I will be able to apply for my Social Security retirement next month (September) and in looking into it, they ask about the previous year taxes on the form and that's when I started realizing that I was supposed to have been doing them all along, even though I had been making very little money.

All this may not seem to complicated and that I should fill out the (it seems many) forms and just send them in. The thing is, the FBAR, which I'd never heard of it before now. My (now ex as of earlier this year) fiance had money (over £10,000) in my account last year (2021) and earlier this year (2022). He is a builder and couldn't handle managing and buying all the materials he needed, so I was allowing him to put money in my account so that I could manage most of the purchasing for him. But I never earned an income (although he did help support me), nor took any of the money for myself.

So now I'm in the uncomfortable position of having to file a 1040, saying I only earned about £2,500 last year (which I did), but also having to file an FBAR that will show that at one point there was £45,000 in my bank account. Even though all that money went out to purchase material for my ex's jobs and any remaining went back to him. 

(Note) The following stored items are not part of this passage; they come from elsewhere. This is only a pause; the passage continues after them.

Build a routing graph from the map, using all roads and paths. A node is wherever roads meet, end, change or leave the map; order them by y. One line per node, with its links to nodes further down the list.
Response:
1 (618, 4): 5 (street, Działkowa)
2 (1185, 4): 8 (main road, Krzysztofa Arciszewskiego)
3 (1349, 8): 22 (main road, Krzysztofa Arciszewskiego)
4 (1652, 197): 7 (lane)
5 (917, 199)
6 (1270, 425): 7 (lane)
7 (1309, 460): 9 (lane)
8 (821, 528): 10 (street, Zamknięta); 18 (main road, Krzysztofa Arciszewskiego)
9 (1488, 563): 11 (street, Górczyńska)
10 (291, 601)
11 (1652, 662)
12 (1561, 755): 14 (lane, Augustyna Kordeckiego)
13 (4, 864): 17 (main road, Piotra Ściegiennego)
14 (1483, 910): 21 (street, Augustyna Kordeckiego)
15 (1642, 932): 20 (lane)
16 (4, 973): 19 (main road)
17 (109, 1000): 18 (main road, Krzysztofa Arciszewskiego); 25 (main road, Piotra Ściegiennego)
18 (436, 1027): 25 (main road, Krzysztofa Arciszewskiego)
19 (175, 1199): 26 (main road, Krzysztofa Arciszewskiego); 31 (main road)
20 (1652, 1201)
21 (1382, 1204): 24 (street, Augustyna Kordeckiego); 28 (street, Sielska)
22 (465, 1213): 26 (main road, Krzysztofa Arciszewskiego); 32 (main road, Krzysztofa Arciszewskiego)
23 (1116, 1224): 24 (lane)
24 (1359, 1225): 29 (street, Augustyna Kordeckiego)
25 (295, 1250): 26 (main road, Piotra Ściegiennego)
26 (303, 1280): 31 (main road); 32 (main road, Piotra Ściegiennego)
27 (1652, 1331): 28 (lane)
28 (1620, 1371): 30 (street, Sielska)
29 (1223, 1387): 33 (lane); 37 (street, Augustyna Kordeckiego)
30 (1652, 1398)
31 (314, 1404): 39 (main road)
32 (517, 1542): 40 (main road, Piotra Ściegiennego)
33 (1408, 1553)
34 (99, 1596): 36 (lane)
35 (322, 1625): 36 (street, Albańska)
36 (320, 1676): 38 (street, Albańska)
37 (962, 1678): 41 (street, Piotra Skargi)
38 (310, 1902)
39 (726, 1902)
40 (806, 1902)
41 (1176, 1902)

I obviously don't want it to effect my ability to collect my social security, which kinda has me freaking out right now, since I would imagine that this would create a red flag. Neither do I want to dump him in any trouble if there were any issues. So I'm wondering if anyone has any advice as to whether this is going to be an issue?

Thank you in advance for any assistance!
🙏🙏🙏


----------



## Harry Moles (11 mo ago)

This will not create flags of any colour, red or otherwise. Totally not an issue.

Definitely worth filing for the past year because you'll qualify for $3,200 in stimulus benefits. If you can file online and use a US bank account for direct deposit you'll have a much easier time of it receiving the money. (You can set up a Wise account with a US routing number if you don't have a bank in the US.)


----------



## PiperC (5 mo ago)

Thank you SO much for your reply Harry. I really appreciate you taking the time and making the effort. You've made me feel a lot better already! 🙏😊🙏


----------